Discutir a desvinculação do Orçamento do governo é crucial, mas a promessa do ministro Paulo Guedes de liberar R$ 1,5 trilhão é inviável
O projeto de desengessar o Orçamento é crucial para a União, estados e
municípios. O país está ficando ingovernável pelo volume de destinação
obrigatória. Mas prometer que os políticos terão controle sobre R$ 1,5
trilhão, como fez o ministro Paulo Guedes, é vender uma ilusão. Há
despesas que permanecerão sendo obrigatórias, mesmo se for aprovado o
fim das vinculações. Desse total do Orçamento, R$ 637 bilhões são
pagamentos ao INSS e R$ 350 bilhões são despesas de pessoal. Além disso,
há R$ 60 bilhões de Benefício de Prestação Continuada, e mais R$ 44
bilhões de custeio da máquina pública, que já sofreu muitos cortes nos
últimos três anos de crise.

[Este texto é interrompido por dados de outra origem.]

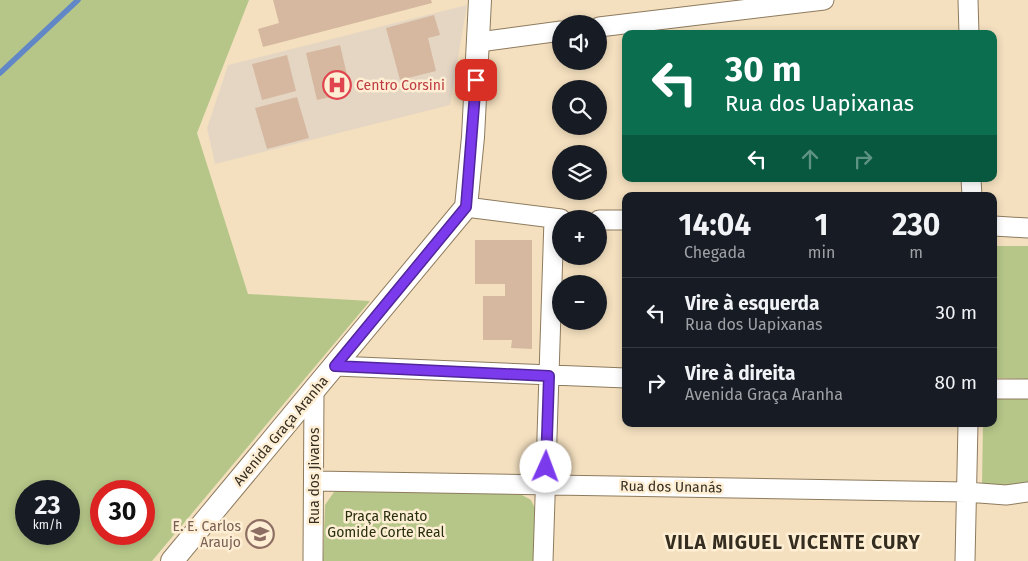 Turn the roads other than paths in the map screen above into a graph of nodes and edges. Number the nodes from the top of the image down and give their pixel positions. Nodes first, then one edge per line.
1 (480, 0) edge
2 (824, 0) edge
3 (968, 0) edge
4 (797, 1) edge
5 (607, 26) edge
6 (969, 30) edge
7 (552, 33) edge
8 (479, 42) junction
9 (466, 207) junction
10 (552, 218) edge
11 (607, 220) edge
12 (622, 220) edge
13 (997, 226) edge
14 (1028, 228) edge
15 (555, 265) edge
16 (335, 366) junction
17 (549, 376) junction
18 (622, 378) edge
19 (997, 389) edge
20 (1028, 389) edge
21 (314, 392) junction
22 (968, 427) edge
23 (314, 481) junction
24 (546, 486) junction
25 (966, 492) junction
26 (1028, 492) edge
27 (172, 561) edge
28 (313, 561) edge
29 (543, 561) edge
30 (964, 561) edge

1 - 8 street
2 - 4 street
3 - 6 street
4 - 5 street
7 - 8 street
8 - 9 street
9 - 10 street
9 - 16 street, Avenida Graça Aranha
11 - 12 street
13 - 14 street
15 - 17 street
16 - 17 street
16 - 21 street, Avenida Graça Aranha
17 - 18 street
17 - 24 street
19 - 20 street
21 - 23 street, Rua dos Jivaros
21 - 27 street, Avenida Graça Aranha
22 - 25 street
23 - 24 street, Rua dos Unanás
23 - 28 street, Rua dos Jivaros
24 - 25 street, Rua dos Unanás
24 - 29 street
25 - 26 street, Rua dos Unanás
25 - 30 street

Não será trivial mexer nessas despesas.
É preciso entender a importância da tarefa, mas não se vender terreno na
lua. Primeiro: é fundamental enfrentar o problema do excesso de rigidez
orçamentária. Vários economistas de candidaturas de pontos opostos do
campo político defenderam isso nas últimas eleições. Segundo: não é
verdade que os políticos poderão decidir sobre R$ 1,5 trilhão porque
mesmo desvinculando eles não poderão, por exemplo, decidir não pagar
aposentadorias e salários, entre outras diversas despesas.
O projeto, se for bem-sucedido, evitará que o Brasil bata contra um
muro. E o país está indo velozmente na direção desse muro. No Orçamento
de 2019, 90,4% são despesas obrigatórias. E vem crescendo ano a ano,
reduzindo o espaço do executivo e do legislativo. Já há estados em que a
soma dos gastos obrigatórios é maior do que a receita. Há muitas
perguntas que precisam de respostas:
- em quais despesas é possível mexer?
- Como ampliar o espaço de decisão para os representantes eleitos?
- A
desvinculação reduzirá as receitas destinadas para as áreas essenciais
como saúde e educação?
Paulo Guedes não está sozinho. Outros economistas vêm alertando para
isso há muito tempo. A diferença é que ele diz que vai propor, e agora,
em abril. Em tese, o ministro está correto. Mas não pode parecer que num
passe de mágica, com uma PEC de nome bonito, PEC do pacto federativo,
tudo se resolverá. “Os deputados vão entender que, em vez de discutir R$
1,5 milhão ou R$ 5 milhões de emendas, vão discutir R$ 1,5 trilhão do
Orçamento da União, mais os orçamentos dos municípios e dos Estados”,
disse ele na entrevista ao jornal “Estado de S. Paulo”.
Os parlamentos foram criados exatamente para que representantes do povo
pudessem decidir sobre a destinação dos recursos públicos. Na escassez,
cada setor quis garantir a sua parcela. Mas quando a soma das parcelas
fica maior que o todo, o caminho é aumentar o endividamento ou elevar os
impostos. Municípios e estados estão mal, e isso parece música para os
ouvidos, mas eles também sabem que terão que continuar cumprindo
inúmeras obrigatoriedades de destinação, mesmo se a PEC foi aprovada. Embutido nesse projeto há um novo programa de ajuda aos estados, o Plano
de Equilíbrio Financeiro (PEF), que será enviado via Projeto de Lei. O
Regime de Recuperação Fiscal tinha exigências para a entrada que
tornavam muito difícil a execução. O novo fará também exigências de
contrapartidas, mas pode ajudar mais estados. É o que Guedes chamou de
“balão de oxigênio” na sua entrevista de domingo.
Inicialmente, o ministro se referiu a esse projeto para desamarrar,
desindexar e desvincular o Orçamento como o Plano B. “O bonito é que se
der errado pode dar certo. Se der errado a aprovação da reforma da
Previdência, é bastante provável que a classe política dê um passo à
frente e assuma o comando do Orçamento”, disse em janeiro. Foram dois erros numa declaração só. A reforma da Previdência precisa
dar certo e esse projeto não pode ser a compensação caso a reforma não
seja aprovada. São igualmente importantes para construir um novo marco
fiscal do país. A PEC que proporá a mudança no Orçamento precisará de
muita negociação, porque será natural que as bancadas de defesa da
educação e da saúde, entre outras, briguem contra a mudança. Pela reação
que provocará, pelo tempo de convencimento que exigirá, o risco é
desviar o foco da reforma da Previdência, que é a tarefa da vez. Nada
aconteceu desde que o projeto da Previdência de Bolsonaro chegou ao
Congresso. Hoje se instala a CCJ. Será muito difícil para o governo
travar duas batalhas econômicas ao mesmo tempo.